# Mapping Resources > Mapping Elements >  Mountain brushes from Ramah's Aronbor map

## vhailor27

Ramah, I'm finally finished creating the brushes from your map. The layer with the mountains you posted helped a lot. At the same time it made it harder because the extracted mountains were more detailed and in order to look smooth I had to find the right pieces to fill the parts that were covered by mountains in front.

Tell me what you think. 
If anything is wrong with them tell me so I can fix it.

You'll find two zip files. The brushes are in .abr format. 
In the first (Mountains_L), the light coming from the left, while in the second (Mountains_R) the light comes from the right.
In each set the mountains are named like this:  Mountains, **  and Mountain Range, **,    where ** shows the mountain's size.
Lg = Large
Md = Medium
Sm = Small
Tn = Tiny

I don't have right now a pic showing them, but I'll post one asap.
If you want to see the map check here:
http://www.cartographersguild.com/showthread.php?t=7011


Hey Ramah, could you post a layer with the hills too? I would like to have a complete mountain-hills set.

***************EDIT****************

In the 12th post you can download the hill brushes from this great map

----------


## Steel General

Thanks for posting...

----------


## Ramah

I've only had a few minutes to check them out but my word, you've done a really great job with those.  :Smile: 
There are so many of them, they must have taken you ages. :S

Man, I wish I'd had this brush set when I did my range, hehe. If I decide to do any other regional maps from Vaniya you can be sure that I will be using these.

As for posting the hill layer, no problem. I'll get it posted for you tonight. I don't know if you'll find it easier or harder to do the hills because I personally think it's the shading between the hills that make them look a bit better. On their own they look a little too unconnected but I would imagine it would be very hard to separate them into brushes with the shading intact. I'll post both versions for you so you can decide yourself how you want to go with it. I'll post them up in your other thread so as not to clog this one up.

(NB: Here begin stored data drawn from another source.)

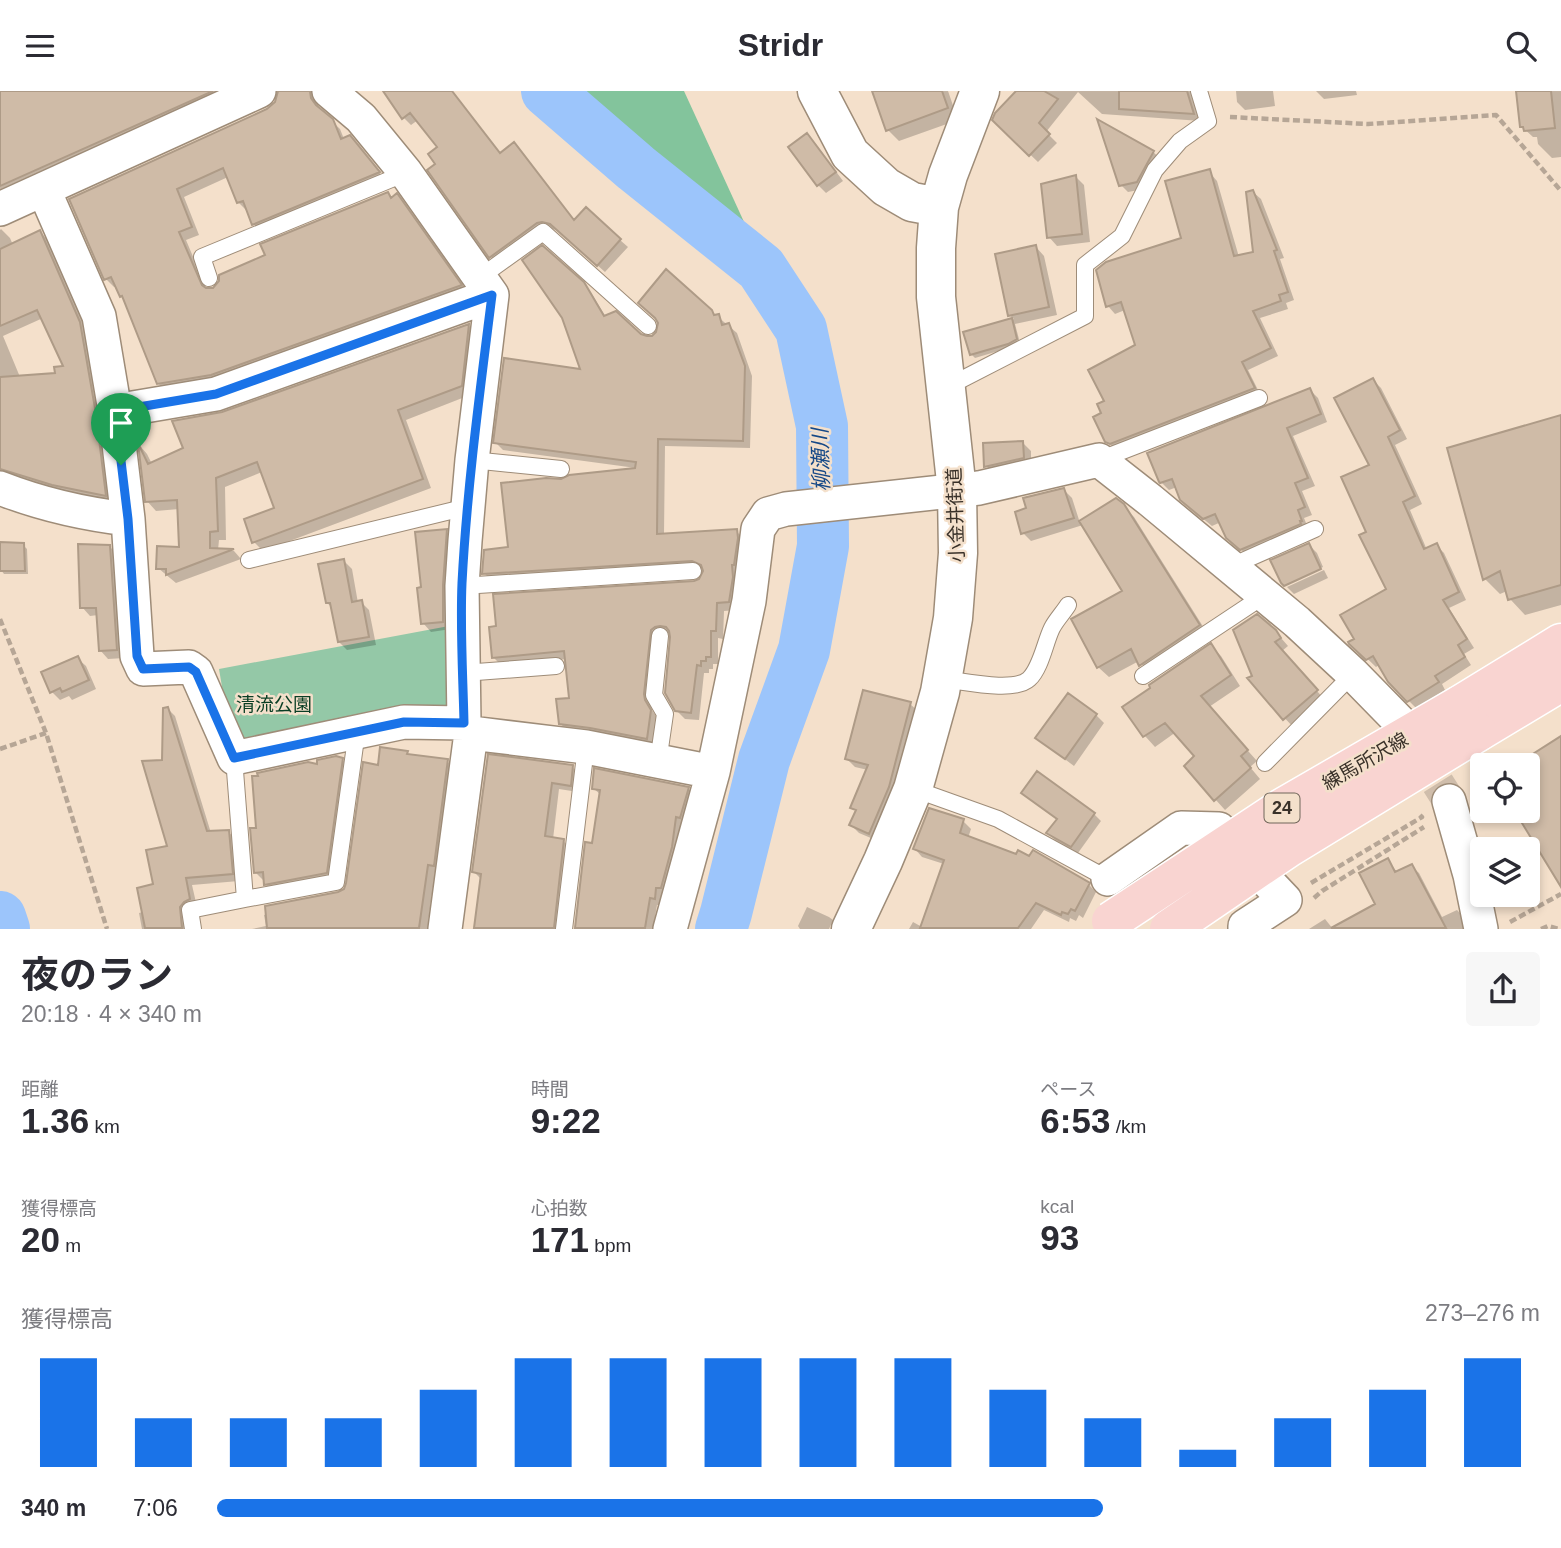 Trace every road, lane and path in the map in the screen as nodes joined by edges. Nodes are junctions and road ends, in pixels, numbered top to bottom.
1 (259, 91) edge
2 (329, 91) edge
3 (817, 91) edge
4 (980, 91) edge
5 (1199, 91) edge
6 (1208, 121) junction
7 (406, 173) junction
8 (44, 190) junction
9 (1561, 191) edge
10 (939, 207) junction
11 (0, 209) edge
12 (209, 278) dead end
13 (486, 286) junction
14 (648, 326) dead end
15 (946, 387) junction
16 (1259, 398) dead end
17 (115, 411) junction
18 (472, 460) junction
19 (1099, 460) junction
20 (561, 469) dead end
21 (0, 488) edge
22 (957, 491) junction
23 (467, 507) junction
24 (128, 519) junction
25 (1315, 529) dead end
26 (249, 560) dead end
27 (1234, 569) junction
28 (693, 571) dead end
29 (462, 586) junction
30 (1265, 595) junction
31 (1068, 605) dead end
32 (0, 619) edge
33 (660, 636) dead end
34 (1561, 643) edge
35 (556, 666) dead end
36 (463, 673) junction
37 (1353, 674) junction
38 (1143, 676) dead end
39 (942, 679) junction
40 (1561, 682) edge
41 (1469, 719) junction
42 (1399, 721) tunnel mouth
43 (468, 728) junction
44 (357, 731) junction
45 (46, 733) junction
46 (586, 747) junction
47 (0, 750) edge
48 (234, 758) junction
49 (658, 762) junction
50 (1265, 764) dead end
51 (713, 772) junction
52 (913, 789) junction
53 (1441, 809) junction
54 (1219, 829) dead end
55 (1108, 879) joint
56 (1266, 880) dead end
57 (1313, 881) dead end
58 (1561, 894) edge
59 (1313, 898) dead end
60 (245, 899) junction
61 (1106, 925) edge
62 (1495, 926) edge
63 (107, 929) edge
64 (193, 929) edge
65 (445, 929) edge
66 (564, 929) edge
67 (670, 929) edge
68 (852, 929) edge
69 (1170, 929) edge
70 (1245, 929) edge
71 (1541, 929) edge
72 (1559, 929) edge

1 - 8 street
2 - 7 street
3 - 10 street
4 - 10 street, 小金井街道
5 - 6 lane
6 - 9 path
6 - 15 lane
7 - 12 lane
7 - 13 street
8 - 11 street
8 - 17 street
10 - 15 street, 小金井街道
13 - 14 lane
13 - 17 street
13 - 18 street
15 - 22 street, 小金井街道
16 - 19 lane
17 - 24 street
18 - 20 lane
18 - 23 street
19 - 22 street
19 - 27 street
21 - 24 street
22 - 39 street, 小金井街道
22 - 51 street
23 - 26 lane
23 - 29 street
24 - 48 street
25 - 27 lane
27 - 30 street
28 - 29 lane
29 - 36 street
30 - 37 street
30 - 38 lane
31 - 39 lane
32 - 45 path
33 - 49 lane
34 - 41 main road, 練馬所沢線 / 24
35 - 36 lane
36 - 43 street
37 - 42 street
37 - 50 lane
39 - 52 street, 小金井街道
40 - 41 main road, 練馬所沢線 / 24
41 - 61 main road, 練馬所沢線 / 24, bridge
41 - 69 main road, 練馬所沢線 / 24, bridge
43 - 44 street
43 - 46 street
43 - 65 street
44 - 48 street
44 - 60 lane
45 - 47 path
45 - 63 path
46 - 49 street
46 - 66 lane
48 - 60 lane
49 - 51 street
51 - 67 street
52 - 55 lane
52 - 68 street, 小金井街道
53 - 57 path
53 - 59 path
53 - 62 street
54 - 55 street
56 - 70 street
58 - 62 path
60 - 64 lane
71 - 72 path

Edit: I took the liberty of doing a quick image for you that shows all the mountains from the Mountains_L set.

----------


## RobA

What is the licensing/usage for this brush set?

-Rob A>

----------


## Ramah

I'm pretty sure Vhailor has created them with a view to being usable by anyone for whatever purpose. From my own point of view I have no objection to them being complete freeware, or whatever the term would be.

It would be nice if anyone uses them to give some rep or credit to Vhailor though. I do believe his work in turning the mountains into brushes was harder than my original drawing of them.

----------


## Gidde

Those look fabulous. Repped and rated  :Smile:

----------


## vhailor27

Actually, the rep should go to Ramah. That's why I included a link to the wip thread. Well... that and for the opportunity to admire a trully amazing map. Putting your soul into something you create, and mechanically copying someone else's work are two entirely different things. So, credits to Ramah.

As for the licensing/usage for the set, for my part is free for all. I'm just happy you liked them. 

I have something in mind for the shading for the hills. If it works you'll see the results posted.

----------


## Ramah

That settles it then. The brushes are there for whoever wants to use them for whatever purpose.  :Smile:

----------


## Coyotemax

Rep to both of you, actually.

the tedium of making new brushes deserves it's own recognition, as well as the creation in the first place  :Smile: 

[edit] as soon as the board lets me rep, that is, heh)

----------


## Sapiento

Wonderful. Repped!

----------


## Gandwarf

More rep from me. Great job vhailor27!

----------


## vhailor27

At last I found some time to finish with the hill brushes. I started separating the hills to create single hill brushes, but then I thought 
that none would have the patience to create all the hills in his map by placing one hill at a time. So I just cut groups of them and... here they are. 
I added some single hills so you can create your own hill groups.

As with the mountain brushes you'll find two .abr files. 
In the first "Hills_L", the light coming from the left, and in the second "Hills_R" the light comes from the right.
In each set the brushes are named like this: Hills_L, * and Hills_R, * 
where * = M (Many), S (Several), F (Few).

As for the licensing/usage for this set, it is free to use for whatever you want them.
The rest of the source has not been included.